Letta così parrebbe che la Regione Piemonte abbia scelto di obbligare le donne a tenere il bambino. Invece no. Semplicemente si dà un’aiuto economico a chi vorrebbe tenere il bambino.

“Non che l’aiuto economico di chi è in difficoltà sia da additare in sé- scrive Stefania Aloia -. Ma se quel contributo arriva nei primi tre mesi dal concepimento, con l’obiettivo dichiarato di “far nascere cento bambini in più”, come sottolineato dall’assessore regionale alle Politiche sociali Maurizio Marrone, l’aiuto diventa blandizia. E il sostegno, in soggetti particolarmente fragili, rischia di trasformarsi in ricatto morale“.

La stoccata all’assessore Marrone fa capire la visione ideologica del problema. L’Italia da decenni versa in una gravissima crisi demografica che è stata aggravata dalle folli politiche pandemiche. Meno nati significa meno giovani, meno giovani vuol dire meno forza lavoro, meno forza lavoro significa crisi economica.

L’invecchiamento della popolazione sta allarmando la superpotenza economica cinese che sa perfettamente quale botta sarà questo per la sua crescita economica. Infatti Xi Jinping ha pragmaticamente abolito la politica del figlio unico. Il mondo va avanti quando in Italia si resta inchiodati alle ideologie del ’68.

Ma la signora Aloia inoltre strumentalizza la 194 travisandola: “Siamo nel 2022 e ancora la legge 194 non ha vita facile” scrive. In realtà la Regione Piemonte rispetta perfettamente la 194. L’articolo 1 della 194 recita: “Lo Stato garantisce il diritto alla procreazione cosciente e responsabile, riconosce il valore sociale della maternità e tutela la vita umana dal suo inizio. L’interruzione volontaria della gravidanza, di cui alla presente legge, non è mezzo per il controllo delle nascite. Lo Stato, le regioni e gli enti locali, nell’ambito delle proprie funzioni e competenze, promuovono e sviluppano i servizi socio-sanitari, nonché altre iniziative necessarie per evitare che l’aborto sia usato ai fini della limitazione delle nascite.“.

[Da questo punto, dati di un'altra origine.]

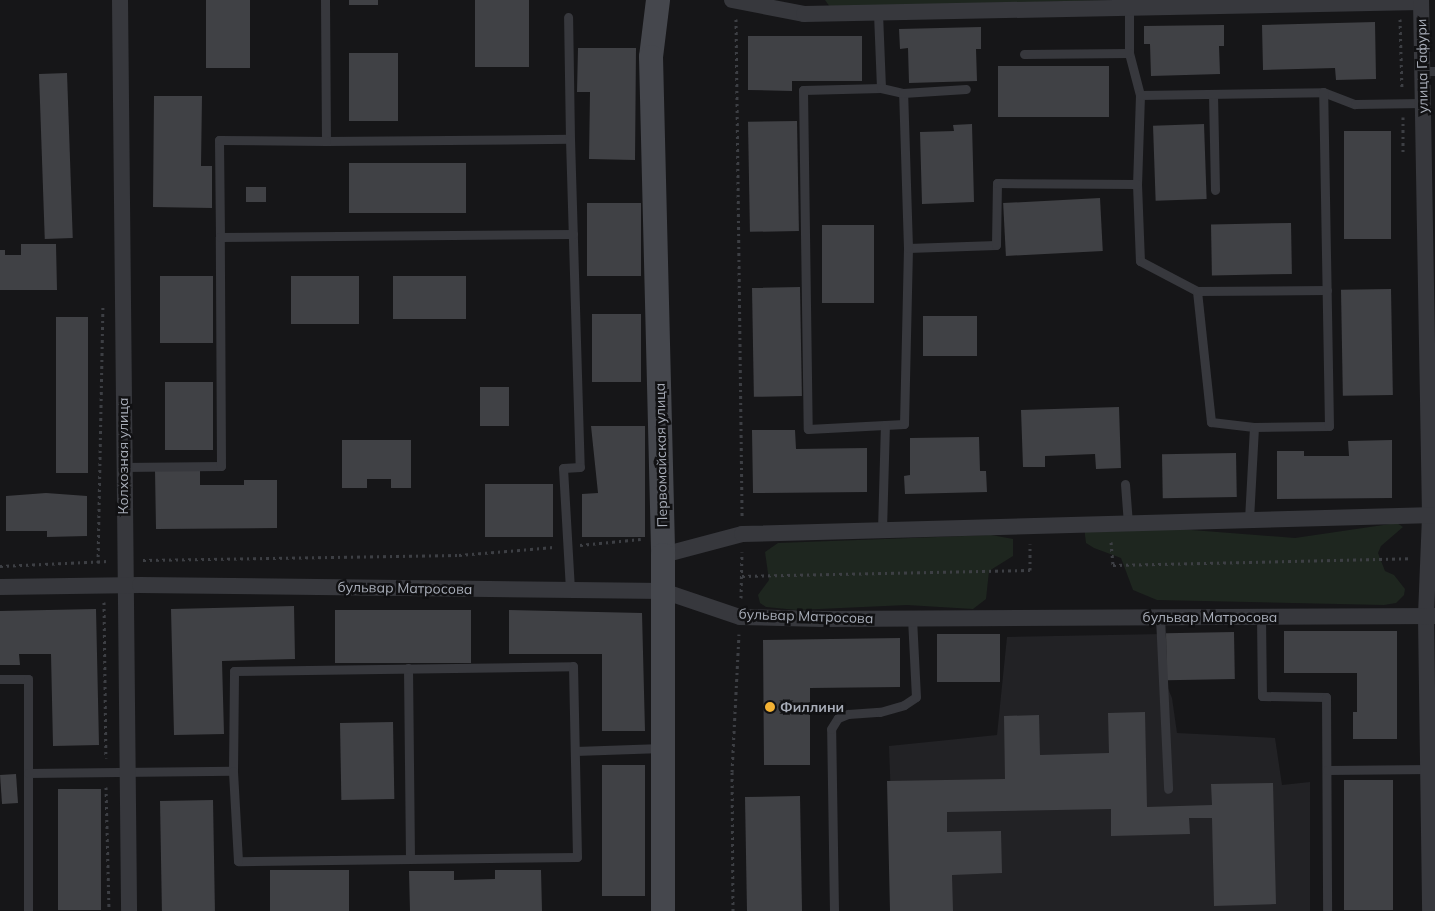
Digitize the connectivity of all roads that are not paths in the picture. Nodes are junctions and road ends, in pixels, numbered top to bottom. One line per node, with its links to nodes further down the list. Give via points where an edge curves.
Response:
1 (120, 0): 32 (street, Колхозная улица)
2 (325, 0): 21 (lane)
3 (658, 0): 38 (street, Первомайская улица, via 651,57)
4 (734, 1): 6 (street)
5 (1421, 1): 7 (street); 12 (street, улица Гафури)
6 (772, 4): 8 (street, via 804,14)
7 (1129, 8): 8 (street); 10 (lane)
8 (878, 13): 13 (lane)
9 (568, 17): 20 (lane)
10 (1129, 53): 11 (lane); 18 (lane)
11 (1024, 54)
12 (1428, 71): 19 (street, улица Гафури)
13 (882, 88): 16 (lane); 30 (lane, via 803,90 808,429)
14 (966, 89): 16 (lane)
15 (1323, 92): 17 (lane); 19 (lane, via 1355,104); 27 (lane)
16 (903, 93): 26 (lane)
17 (1213, 94): 18 (lane); 23 (lane)
18 (1140, 95): 22 (lane)
19 (1422, 102): 29 (street, улица Гафури)
20 (570, 139): 21 (lane); 24 (lane)
21 (326, 141): 25 (lane, via 219,140)
22 (1137, 184): 26 (lane, via 997,183 996,245); 28 (lane, via 1140,261)
23 (1215, 190)
24 (573, 234): 25 (lane); 41 (lane, via 580,467 563,468)
25 (220, 237): 32 (lane, via 221,466)
26 (908, 248): 30 (lane, via 904,424)
27 (1326, 290): 28 (lane); 31 (lane, via 1329,426)
28 (1197, 291): 31 (lane, via 1211,422)
29 (1431, 366): 34 (street, улица Гафури)
30 (885, 425): 37 (lane)
31 (1254, 427): 35 (lane)
32 (123, 467): 39 (street, Колхозная улица)
33 (1125, 484): 36 (lane)
34 (1433, 516): 35 (street); 43 (street, улица Гафури, via 1427,558)
35 (1249, 520): 36 (street)
36 (1128, 524): 37 (street)
37 (882, 530): 38 (street, via 742,534)
38 (663, 555): 42 (street, Первомайская улица)
39 (124, 586): 40 (street, бульвар Матросова, via 102,594); 41 (street, бульвар Матросова); 54 (street, Колхозная улица)
40 (0, 587)
41 (570, 590): 42 (street, бульвар Матросова)
42 (663, 591): 46 (street, бульвар Матросова, via 740,617); 49 (street, Первомайская улица)
43 (1431, 616): 45 (street, бульвар Матросова); 51 (street, улица Гафури)
44 (1160, 617): 45 (street, бульвар Матросова); 46 (street, бульвар Матросова); 56 (lane)
45 (1261, 617): 52 (lane, via 1262,696 1326,697)
46 (912, 618): 61 (lane, via 916,697 904,705 880,712 848,714 838,718 831,729)
47 (408, 668): 50 (lane, via 573,666); 53 (lane, via 234,671); 57 (lane)
48 (0, 679): 55 (lane, via 28,679)
49 (663, 748): 50 (lane); 60 (street, Первомайская улица)
50 (575, 751): 57 (lane, via 577,857)
51 (1431, 769): 52 (lane); 63 (street, улица Гафури)
52 (1326, 770): 62 (lane)
53 (233, 771): 54 (lane); 57 (lane, via 238,861)
54 (128, 772): 55 (lane); 59 (street, Колхозная улица)
55 (28, 774): 58 (lane)
56 (1168, 790)
57 (410, 859)
58 (28, 911)
59 (129, 911)
60 (663, 911)
61 (834, 911)
62 (1327, 911)
63 (1430, 911)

Chiaro: non è un mezzo per il controllo delle nascite e lo Stato ha il dovere di aiutare la donna a tenere il bambino. La signora Aloia forse non si rende conto che molte donne abortiscono perché non si possono permettere di tenere il bambino, cosa aggravata dalle folli politiche di impoverimento nazionale messe in atto dai governi da Monti in poi. Lo Stato deve, per legge, aiutare quelle donne. Perché loro vorrebbero il bambino, ma sono costrette ad abortire.

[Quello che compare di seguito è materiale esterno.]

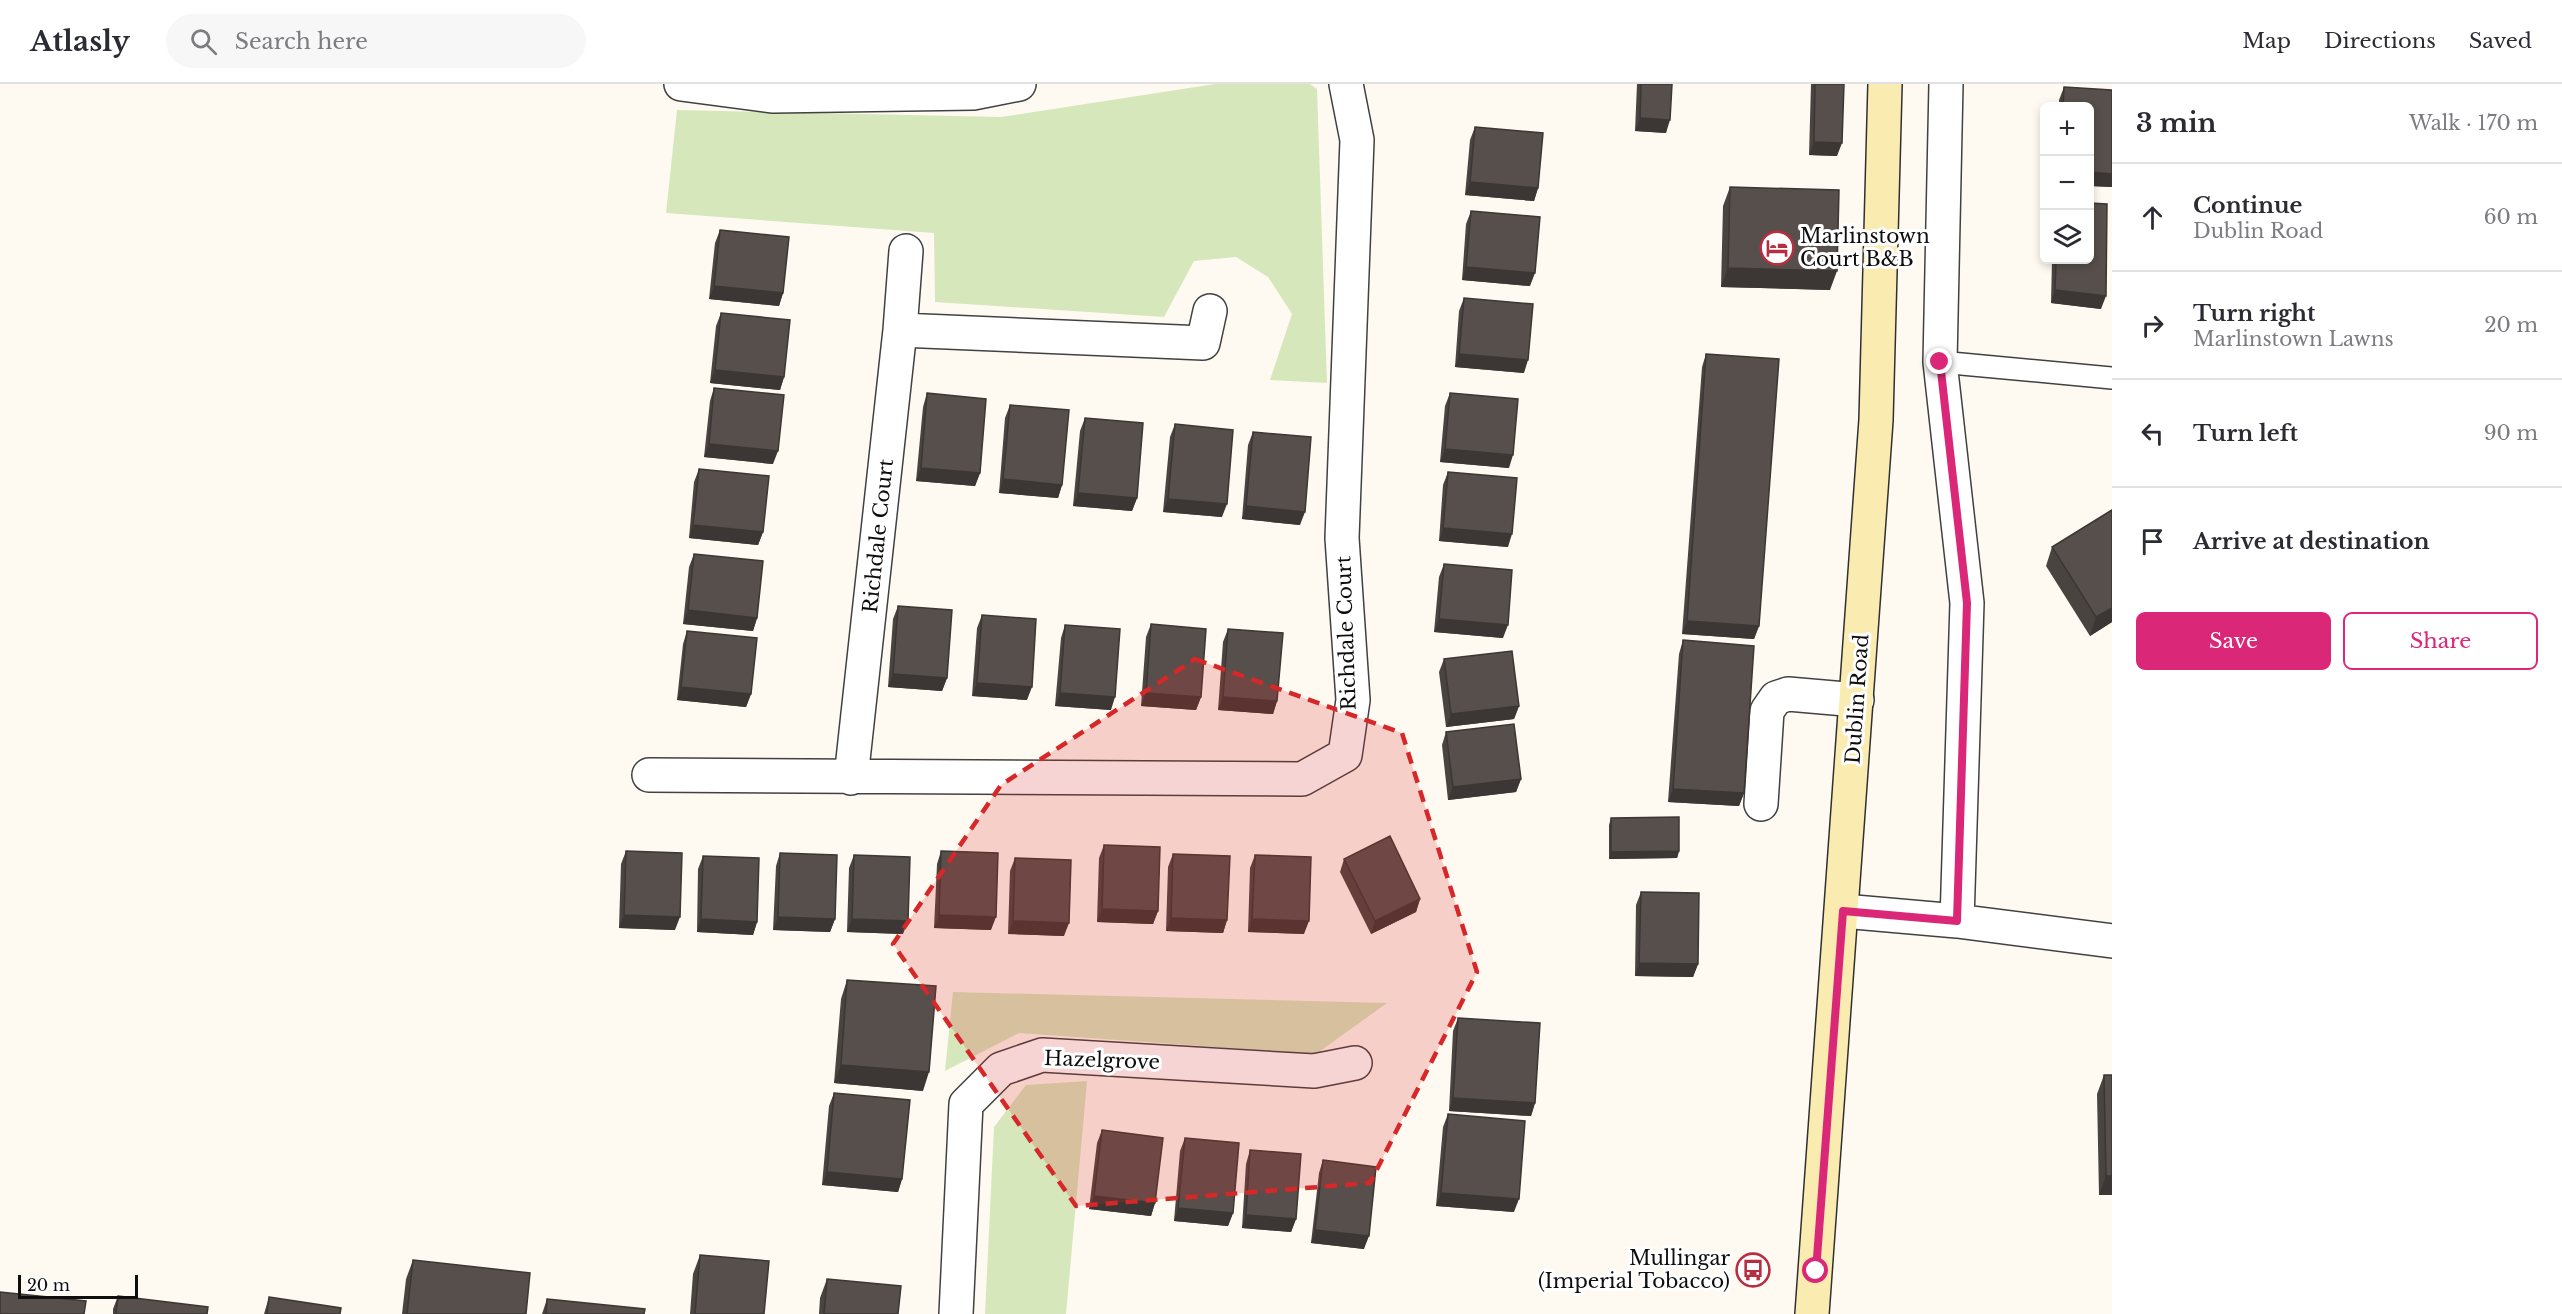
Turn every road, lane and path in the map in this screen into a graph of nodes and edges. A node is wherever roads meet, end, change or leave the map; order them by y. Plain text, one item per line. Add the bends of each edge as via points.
1 (681, 84) edge
2 (1019, 84) edge
3 (1346, 84) edge
4 (1885, 84) edge
5 (1946, 84) edge
6 (772, 90) edge
7 (906, 251) dead end
8 (1210, 311) dead end
9 (900, 330) junction
10 (1940, 362) junction
11 (2112, 378) edge
12 (1857, 700) junction
13 (649, 776) dead end
14 (851, 778) junction
15 (1761, 804) dead end
16 (1843, 911) junction
17 (1957, 921) junction
18 (2112, 941) edge
19 (1356, 1063) dead end
20 (956, 1314) edge
21 (1812, 1314) edge

1 - 6 street
2 - 6 street via 973,93
3 - 14 street, Richdale Court via 1357,140 1342,538 1353,700 1345,755 1302,779
4 - 12 main road, Dublin Road via 1876,420
5 - 10 street
7 - 9 street, Richdale Court
8 - 9 street via 1203,343
9 - 14 street, Richdale Court
10 - 11 lane
10 - 17 street via 1967,603
12 - 15 street via 1788,694 1776,698 1767,711
12 - 16 main road, Dublin Road
13 - 14 street, Richdale Court
16 - 17 street
16 - 21 main road, Dublin Road
17 - 18 street
19 - 20 street, Hazelgrove via 1314,1071 1042,1055 1001,1069 966,1104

Ma “controllo delle nascite” è parola d’ordine da quando è emerso il fenomeno Greta, col suo ambientalismo suicida e antiumano.Fare meno figli per salvare il pianeta” l’altra favoletta suicida.

In realtà dietro a tutto questo si nasconde un progetto ben preciso: fare meno figli affinché i referenti politici della signora Aloia possano trasformare il pianeta nel loro parco giochi privato.